El 22 de junio de 2026, en Geovillas del Sur, Puebla, una pipa de aproximadamente 3,000 litros estuvo involucrada en una explosión durante el abastecimiento de gas. Inicialmente se reportaron cuatro heridos y posteriormente dos trabajadores murieron. La investigación debe determinar si existió una fuga, una falla en mangueras o válvulas, un error durante la descarga o alguna deficiencia de capacitación y mantenimiento.

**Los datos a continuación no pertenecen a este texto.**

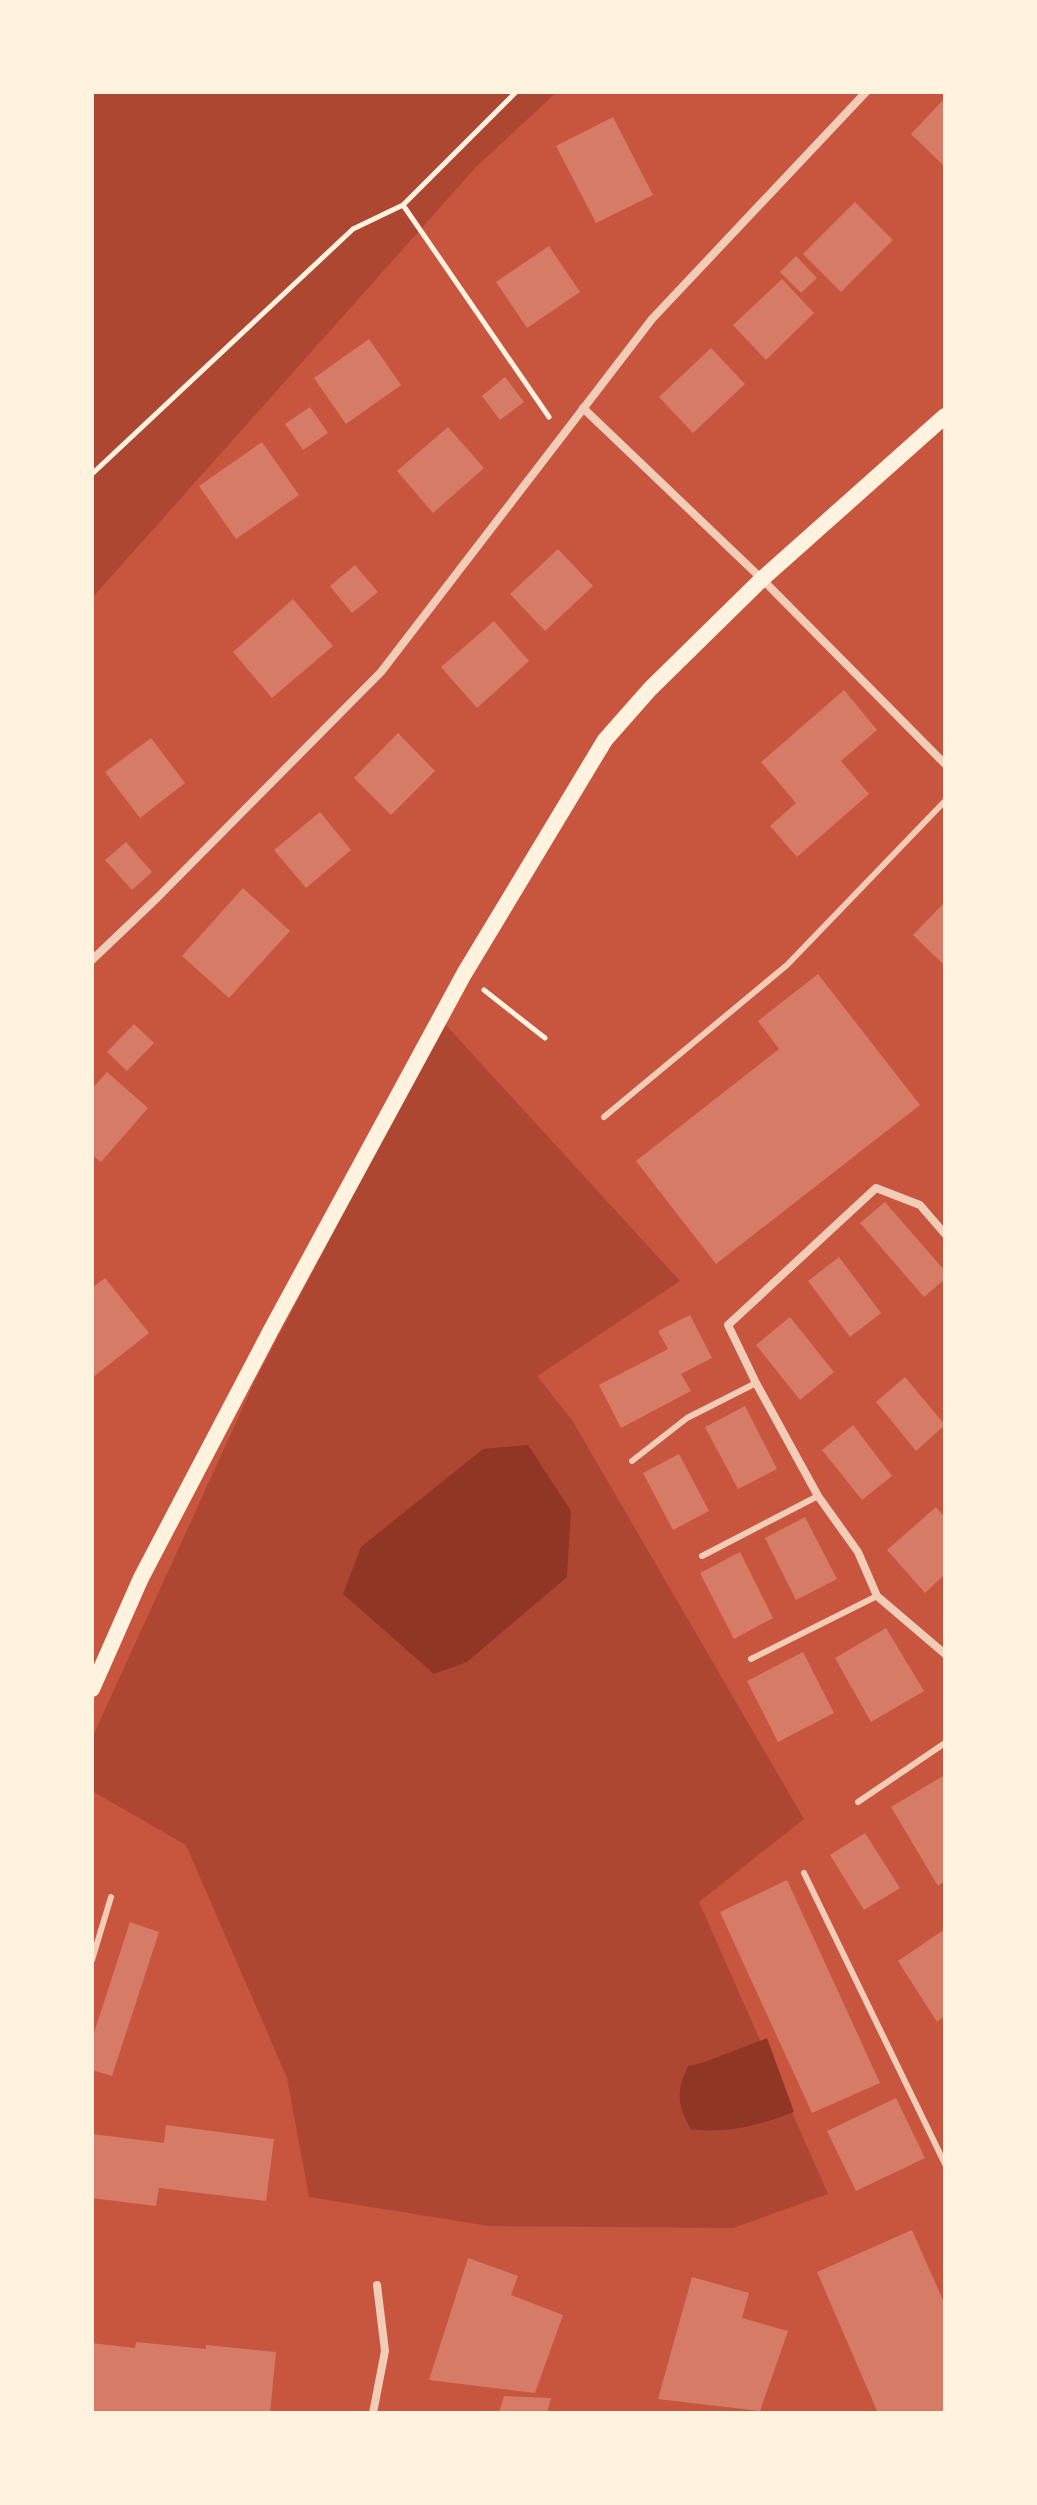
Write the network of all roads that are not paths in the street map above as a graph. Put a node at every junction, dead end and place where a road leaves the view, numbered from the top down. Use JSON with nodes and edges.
{"nodes":[{"id":1,"x":866,"y":92,"type":"edge"},
{"id":2,"x":583,"y":408,"type":"junction"},
{"id":3,"x":945,"y":416,"type":"edge"},
{"id":4,"x":762,"y":579,"type":"junction"},
{"id":5,"x":945,"y":764,"type":"edge"},
{"id":6,"x":945,"y":801,"type":"edge"},
{"id":7,"x":92,"y":960,"type":"edge"},
{"id":8,"x":604,"y":1117,"type":"dead end"},
{"id":9,"x":945,"y":1234,"type":"edge"},
{"id":10,"x":756,"y":1383,"type":"junction"},
{"id":11,"x":632,"y":1461,"type":"dead end"},
{"id":12,"x":818,"y":1496,"type":"junction"},
{"id":13,"x":702,"y":1556,"type":"dead end"},
{"id":14,"x":877,"y":1596,"type":"junction"},
{"id":15,"x":945,"y":1654,"type":"edge"},
{"id":16,"x":751,"y":1659,"type":"dead end"},
{"id":17,"x":92,"y":1689,"type":"edge"},
{"id":18,"x":945,"y":1743,"type":"edge"},
{"id":19,"x":858,"y":1802,"type":"dead end"},
{"id":20,"x":804,"y":1873,"type":"dead end"},
{"id":21,"x":111,"y":1897,"type":"dead end"},
{"id":22,"x":92,"y":1960,"type":"edge"},
{"id":23,"x":945,"y":2164,"type":"edge"},
{"id":24,"x":377,"y":2285,"type":"dead end"},
{"id":25,"x":373,"y":2413,"type":"edge"}],
"edges":[{"from":1,"to":2,"type":"street"},
{"from":2,"to":4,"type":"street"},
{"from":2,"to":7,"type":"street"},
{"from":3,"to":4,"type":"main road"},
{"from":4,"to":5,"type":"street"},
{"from":4,"to":17,"type":"main road"},
{"from":6,"to":8,"type":"lane"},
{"from":9,"to":10,"type":"street"},
{"from":10,"to":11,"type":"lane"},
{"from":10,"to":12,"type":"street"},
{"from":12,"to":13,"type":"lane"},
{"from":12,"to":14,"type":"street"},
{"from":14,"to":15,"type":"street"},
{"from":14,"to":16,"type":"lane"},
{"from":18,"to":19,"type":"lane"},
{"from":20,"to":23,"type":"lane"},
{"from":21,"to":22,"type":"lane"},
{"from":24,"to":25,"type":"street"}]}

Y finalmente está Cuernavaca, Morelos. El pasado 6 de agosto de 2026, una pipa de gas LP de la empresa —según aseguró Ubaldo González, coordinador estatal de Protección Civil—, pertenece a la empresa Tomza / Gas Titanium, la que provocó una explosión en la colonia Las Granjas y el saldo preliminar es de 21 personas lesionadas, incluidos menores, además de daños materiales en viviendas y vehículos.

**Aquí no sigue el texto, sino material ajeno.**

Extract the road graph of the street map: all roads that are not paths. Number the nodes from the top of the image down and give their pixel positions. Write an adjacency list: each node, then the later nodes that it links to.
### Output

Es el caso número 13 de esta revisión y, por ahora, también el más reciente.

Las causas aún se desconocen.

Todavía deben determinarse la razón social propietaria de la pipa, su capacidad, las condiciones del tanque, el estado de las válvulas y mangueras, el procedimiento de descarga, los permisos, la póliza de seguro, el mantenimiento, la capacitación del operador y, sobre todo, el dictamen pericial que establezca qué ocurrió.

Pero la historia de las 13 tragedias no puede terminar con el peritaje.

La verdadera rendición de cuentas comienza después: ¿hubo carpeta de investigación?, ¿quién fue imputado?, ¿qué juez conoció del caso?, ¿hubo sentencia?, ¿qué aseguradora respondió?, ¿cuánto recibió cada víctima?, ¿hubo reparación integral?, ¿cuánto tiempo pasó y por qué?

Hablar de impunidad exige pruebas y no puede confundirse con la simple ausencia de información. Sin embargo, cuando los expedientes dejan de ser visibles, las responsabilidades se fragmentan entre empresas, operadores, propietarios, aseguradoras y autoridades, y las víctimas no conocen el resultado final, existe un problema de transparencia que merece ser investigado.

Trece casos, seis años y una pregunta que permanece abierta:

¿Cuántas de estas tragedias pudieron prevenirse y cuántas de sus víctimas siguen esperando una justicia que todavía no llega?